Nomen est omen


           
ANALYSIS  Branislav Dimitrijević Published: 21. 12. 2023.

Deregulated autocracy and its ‘sustainable’ violence

The power of the powerless

Power and violence are opposites: where the one rules, the other is absent: is the formula which Hannah Arendt comes up with in her book On Violence (1970). Even though she does not dispute that every state is an instrument of violence commanded by the ruling class, she concludes that the power of the ruling class does not consist of violence, nor does it rely on violence, but that the power of the ruling class lies in its position in society, and above all in its position in the production process.1 Organizing the production process is also the main social task of the ruling class – the more successful it is in organizing production, the greater its power, the less acute the internal contradictions, and resorting to violence less certain.

If one was to search for the main reason for the rapid accumulation of power by the Serbian Progressive Party since it came to be in power, then it would be precisely the fiasco of the previous, democraticpower to organize production. Social contradictions then piled up and the democratic power, as befits it, did not even consider using force to ensure the staying in power and replace its own powerlessness with violence. Precisely these two weaknesses of the previous administration became the central characteristics of the progressive power: on the one hand, it acted robustly in an attempt to organize production (and created ideological fetishes through the slogans opening new jobs’, ‘Serbia creates’, ‘economic tiger, etc.) and on the other hand, it never hesitated to show that its desire for power is so strong that it was ready to use violence in order to maintain that power. The neoliberal aspect of the progressive power has merged seamlessly into the legacy of radical violence, the legacy of war crimes, persecution of other nations, political assassinations and terror against political dissenters. In the dialectics of production and violence, violence of production and production of violence, Vučić‘s government found the power formula. Here, we will foremost talk about the production of violence, but the violence of production also kills – a terrible example of which is the tragedy in the Soko mine when eight miners died due to the production ambitions of the mine management, which put the number of tons of coal far ahead of the safety of work and life of the workers.

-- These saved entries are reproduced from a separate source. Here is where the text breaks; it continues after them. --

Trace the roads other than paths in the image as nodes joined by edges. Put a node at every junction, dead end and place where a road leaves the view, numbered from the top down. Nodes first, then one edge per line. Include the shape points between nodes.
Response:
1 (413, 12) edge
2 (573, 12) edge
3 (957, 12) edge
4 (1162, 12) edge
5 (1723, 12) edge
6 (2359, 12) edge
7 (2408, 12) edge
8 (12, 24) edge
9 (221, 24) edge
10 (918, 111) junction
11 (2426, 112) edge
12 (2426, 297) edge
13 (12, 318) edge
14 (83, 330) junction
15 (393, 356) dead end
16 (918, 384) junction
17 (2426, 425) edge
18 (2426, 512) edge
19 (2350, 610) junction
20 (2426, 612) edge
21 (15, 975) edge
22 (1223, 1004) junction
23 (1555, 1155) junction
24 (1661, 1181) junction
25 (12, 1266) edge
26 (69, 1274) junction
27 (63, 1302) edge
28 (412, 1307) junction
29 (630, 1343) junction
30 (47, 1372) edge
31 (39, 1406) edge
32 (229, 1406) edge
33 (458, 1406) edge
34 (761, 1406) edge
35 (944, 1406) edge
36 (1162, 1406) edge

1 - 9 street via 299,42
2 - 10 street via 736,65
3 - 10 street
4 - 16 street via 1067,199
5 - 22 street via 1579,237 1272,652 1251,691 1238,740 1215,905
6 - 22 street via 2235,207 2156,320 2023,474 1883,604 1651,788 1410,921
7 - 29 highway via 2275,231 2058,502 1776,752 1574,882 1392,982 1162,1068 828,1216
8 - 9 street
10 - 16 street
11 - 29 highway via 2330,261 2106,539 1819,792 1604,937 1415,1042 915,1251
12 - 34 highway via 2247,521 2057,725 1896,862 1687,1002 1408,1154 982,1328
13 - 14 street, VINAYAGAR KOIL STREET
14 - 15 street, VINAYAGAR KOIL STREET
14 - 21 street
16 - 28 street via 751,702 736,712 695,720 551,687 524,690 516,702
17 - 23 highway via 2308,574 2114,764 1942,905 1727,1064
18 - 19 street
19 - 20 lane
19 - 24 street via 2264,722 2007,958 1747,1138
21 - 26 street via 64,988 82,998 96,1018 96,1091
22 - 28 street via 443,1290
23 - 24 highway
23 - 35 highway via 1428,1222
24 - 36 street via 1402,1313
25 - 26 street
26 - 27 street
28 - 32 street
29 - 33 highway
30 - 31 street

An autocrat rules with the support of the powerless. And here we are not referring to the simple fact that the autocrat must make people powerless so that they would not threaten the autocratic power, but he must also delegate the powerlessness of that power to them.

The power in Serbia has turned social contradictions, which as a rule signal the weakness of some political power, into an advantage – in Serbia, every contradiction has become a tool of the power. The main contradiction is probably this one: while Vučić‘s power tried to rely on the support of disenfranchised, humiliated and impoverished citizens, the class in whose name it ruled was actually the financial and corporate class – both newly formed and the one inherited from the democratic period – which discovered in the autocratic system of governing the possibility of gaining the support of the masses for its interests. Mediation between the ruling class and the masses is done by the autocrat through the hyper-production of a cacophony of ideological affectations. Although in democratic systems it is implied that political legitimacy comes from the will of the majority, the autocrat is actually in need of wider support in society even more.2 Meanwhile, that support, however interpellated by ideological media propaganda, depends in fact and solely on the crucial structural powerlessness of those who provide support: every autocracy is based on depriving the power to those you are seeking the support from. An autocrat rules with the support of the powerless. And here we are not referring to the simple fact that the autocrat must make people powerless so that they would not threaten the autocratic power, but he must also delegate the powerlessness of that power to them.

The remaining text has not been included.